Saved data entries

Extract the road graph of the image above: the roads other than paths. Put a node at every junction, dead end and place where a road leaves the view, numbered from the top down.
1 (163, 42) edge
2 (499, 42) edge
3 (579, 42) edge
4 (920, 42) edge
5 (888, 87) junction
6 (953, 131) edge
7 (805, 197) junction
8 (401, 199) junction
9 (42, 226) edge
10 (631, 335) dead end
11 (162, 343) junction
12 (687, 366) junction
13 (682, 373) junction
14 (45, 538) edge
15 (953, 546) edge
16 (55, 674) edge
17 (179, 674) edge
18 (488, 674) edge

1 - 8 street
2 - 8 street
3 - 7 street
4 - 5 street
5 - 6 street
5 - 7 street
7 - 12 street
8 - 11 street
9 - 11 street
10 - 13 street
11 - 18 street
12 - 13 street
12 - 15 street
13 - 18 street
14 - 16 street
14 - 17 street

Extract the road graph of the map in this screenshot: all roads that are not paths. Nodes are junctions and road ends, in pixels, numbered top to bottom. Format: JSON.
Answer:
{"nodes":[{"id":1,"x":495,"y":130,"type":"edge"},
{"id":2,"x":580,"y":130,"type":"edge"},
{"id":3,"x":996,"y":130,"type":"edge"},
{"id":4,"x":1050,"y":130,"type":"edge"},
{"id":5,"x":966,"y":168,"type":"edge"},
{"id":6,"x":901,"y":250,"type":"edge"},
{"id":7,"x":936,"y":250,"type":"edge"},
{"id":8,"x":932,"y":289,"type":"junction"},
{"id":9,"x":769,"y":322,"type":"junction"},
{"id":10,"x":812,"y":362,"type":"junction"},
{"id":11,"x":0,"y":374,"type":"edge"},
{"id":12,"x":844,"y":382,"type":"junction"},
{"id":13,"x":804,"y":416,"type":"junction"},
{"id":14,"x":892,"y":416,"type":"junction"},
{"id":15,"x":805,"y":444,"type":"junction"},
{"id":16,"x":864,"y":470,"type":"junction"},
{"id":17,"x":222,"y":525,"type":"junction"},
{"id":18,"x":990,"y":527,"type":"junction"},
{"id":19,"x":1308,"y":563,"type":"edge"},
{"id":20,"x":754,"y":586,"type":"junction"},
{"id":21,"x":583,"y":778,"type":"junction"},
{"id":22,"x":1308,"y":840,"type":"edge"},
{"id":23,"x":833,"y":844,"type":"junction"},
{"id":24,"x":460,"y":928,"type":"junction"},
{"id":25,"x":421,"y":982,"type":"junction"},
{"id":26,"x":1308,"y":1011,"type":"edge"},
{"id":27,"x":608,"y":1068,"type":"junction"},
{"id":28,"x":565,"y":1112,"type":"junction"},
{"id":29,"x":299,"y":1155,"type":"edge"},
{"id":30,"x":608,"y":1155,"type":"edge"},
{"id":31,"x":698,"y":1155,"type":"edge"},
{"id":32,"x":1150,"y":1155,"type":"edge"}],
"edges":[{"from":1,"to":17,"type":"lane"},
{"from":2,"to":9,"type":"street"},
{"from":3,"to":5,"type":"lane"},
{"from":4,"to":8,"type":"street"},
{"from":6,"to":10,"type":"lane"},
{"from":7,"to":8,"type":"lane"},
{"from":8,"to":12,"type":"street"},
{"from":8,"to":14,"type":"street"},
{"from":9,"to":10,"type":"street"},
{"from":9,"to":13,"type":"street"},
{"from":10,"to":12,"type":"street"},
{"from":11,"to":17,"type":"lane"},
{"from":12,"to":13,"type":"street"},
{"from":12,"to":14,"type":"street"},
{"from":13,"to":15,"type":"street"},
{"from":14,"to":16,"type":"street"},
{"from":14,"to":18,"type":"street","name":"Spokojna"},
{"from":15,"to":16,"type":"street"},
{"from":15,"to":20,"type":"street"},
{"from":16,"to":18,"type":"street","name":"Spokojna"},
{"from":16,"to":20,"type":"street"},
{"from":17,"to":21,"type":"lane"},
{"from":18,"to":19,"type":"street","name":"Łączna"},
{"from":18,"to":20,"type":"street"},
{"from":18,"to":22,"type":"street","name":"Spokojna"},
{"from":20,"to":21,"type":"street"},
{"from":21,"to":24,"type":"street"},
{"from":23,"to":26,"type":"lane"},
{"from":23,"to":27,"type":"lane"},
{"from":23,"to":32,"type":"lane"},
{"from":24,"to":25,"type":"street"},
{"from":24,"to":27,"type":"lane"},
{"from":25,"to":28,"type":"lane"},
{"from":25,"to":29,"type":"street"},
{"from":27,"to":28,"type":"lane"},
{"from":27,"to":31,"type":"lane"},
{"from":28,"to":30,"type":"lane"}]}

» Problem description: Using the entries above, copy out all lines that contain the string "dead".

» Reply:
Extract the road graph of the image above: the roads other than paths. Put a node at every junction, dead end and place where a road leaves the view, numbered from the top down.
10 (631, 335) dead end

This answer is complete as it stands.